Lukianoff suffered from prolonged clinical depression, which he succeeded in overcoming through CBT (cognitive behavior theory). He argues that the messages being fostered on campus and in online groups are the very opposite of those of CBT. Instead of being taught not to “catastrophize” the situation or the impact of particular events, young campus progressives are taught, in the words of progressive Jill Filipovic, by the huge campus bureaucracy of bias response teams, micro-aggressions, etc., that “catastrophizing works.”

And the result? Over half of liberal or progressive young women answer affirmatively to the question: Has a doctor or mental health profession ever told you that you have a mental health condition?

Okay, smartphones' negative consequences have far outweighed any possible benefits for young kids and teens. But why do I cite smartphones as another example of Rav Noach Weinberg’s dictum, “In a crazy world, we [i.e., the Torah world] are the least crazy”?

Because as a community, we have largely succeeded in keeping smartphones out of the hands of children and adolescents, and certainly out of our schools.

As a community, we are not attracted to every new, shiny thing. Rather, we greet innovations with suspicion.

I remember going to a baseball game with a high school friend when the first Apple phone came out. He pulled his out at some point, and everyone within five rows of us instantly sensed its presence and came over to look.

By contrast, there is an innate conservatism about the Torah world that helps us fight the lure of the new. “Shev v’al taaseh adif — [When in doubt] better not to do anything” is not just a principle of psak halachah, but an approach to life. First, consider the damage that might result. Rabbi Nechemiah Gottlieb’s interview last week on the dangers of AI was an example.

The newest ideas and fads come with no special imprimatur for us. Just the opposite. We spend much, if not most, of our days studying words of Tannaim and Amoraim, who lived between 1,600 and 2,300 years ago. There may be a roomful of scholars around the world who still read Plato or Aristotle carefully. But there is no parallel for an entire community that views those who lived millennia ago as the font of all wisdom, and which devotes itself to analysis of their words as the ultimate guide to how we conduct our lives to the finest details.

Surely, it never occurs to us that we are wiser than those who have gone before us. Or even in the same universe. That the Baal HaMaor was 19 and the Ramban 17 when they engaged in the wars of Torah with one another, each demonstrating a comprehensive knowledge of all of Talmud and an analytical sophistication that leaves us in awe, is well-nigh unfathomable to us.

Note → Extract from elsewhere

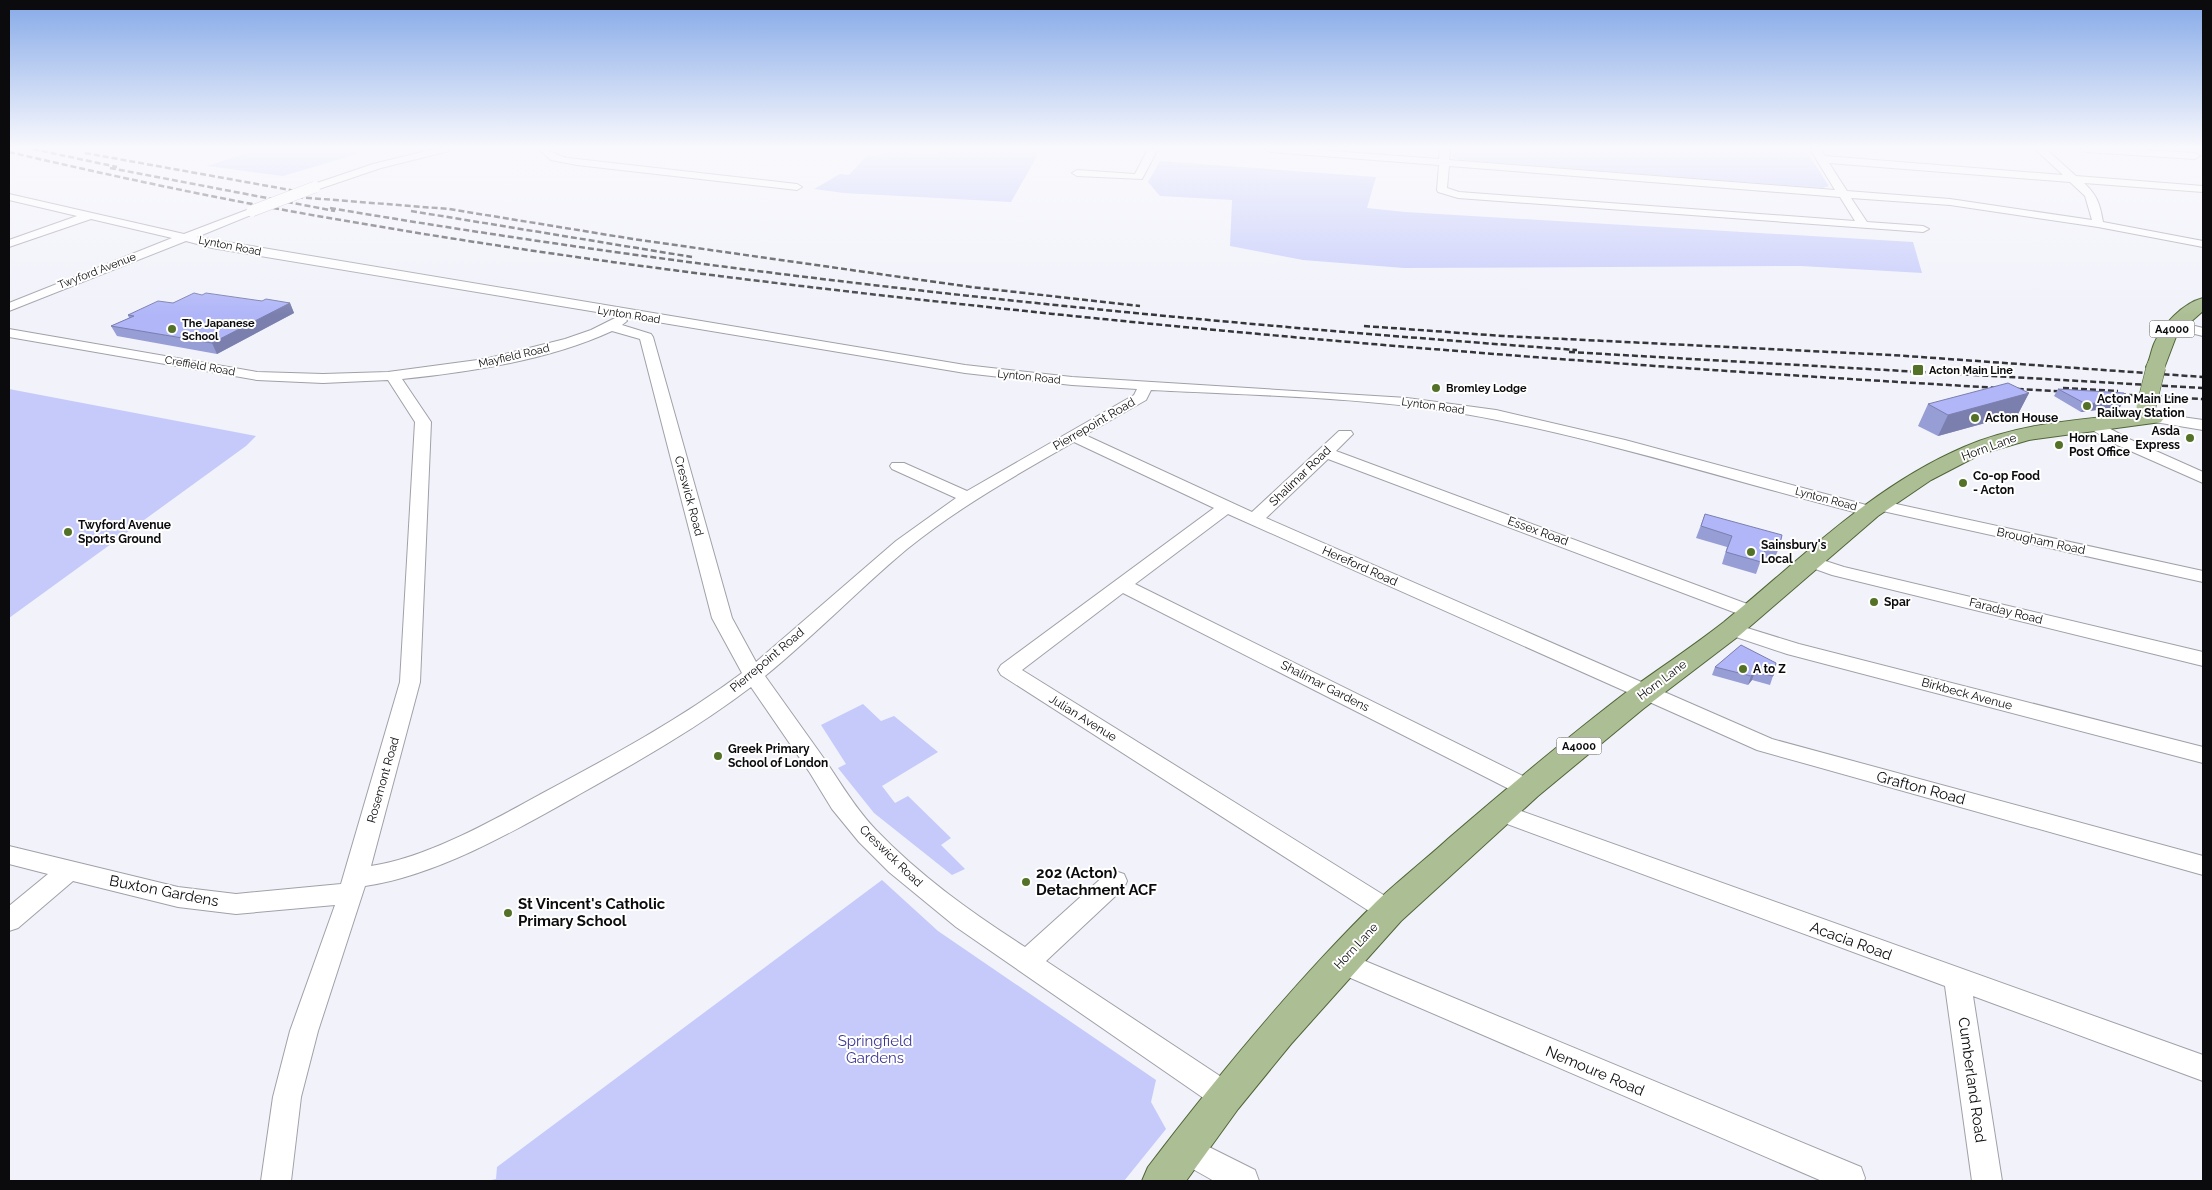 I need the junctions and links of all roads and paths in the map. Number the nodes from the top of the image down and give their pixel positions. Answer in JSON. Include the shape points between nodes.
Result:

The two hallmarks of a conservative disposition are built into the daily life of a Torah Jew: a reverence for the great minds of the past and deference for the accumulated wisdom of mankind, as reflected in our respect for minhag.

In addition, the Torah world still forms a community, with hierarchies of authority based on Torah learning. No one will ever say about a properly authenticated pronouncement of one of the gedolei hador, “Who is he to tell me how to run my life?”

Olivia Reingold’s article mentioned above discusses the helplessness that secular parents feel when faced by a whiny 12-year old complaining that he or she is the only one in their class without a smartphone. In the Torah world, by contrast, there still exists such a thing as community standards, in which educational institutions and parents reinforce one another, because both are taking guidance from talmidei chachamim, who, in turn, look to the gedolei hador.

I’m aware that the above is an idealized portrait of our community, and that there are many ways we need to improve in our handling of technology. I too have seen infants swiping their mothers’ phones as they sit on their laps. But does anyone doubt that we have dodged the bullet of the most destructive effects of smartphones on our young to a degree no other community of similar size can match? And for that we are certainly entitled to be called “the least crazy” in a crazy world.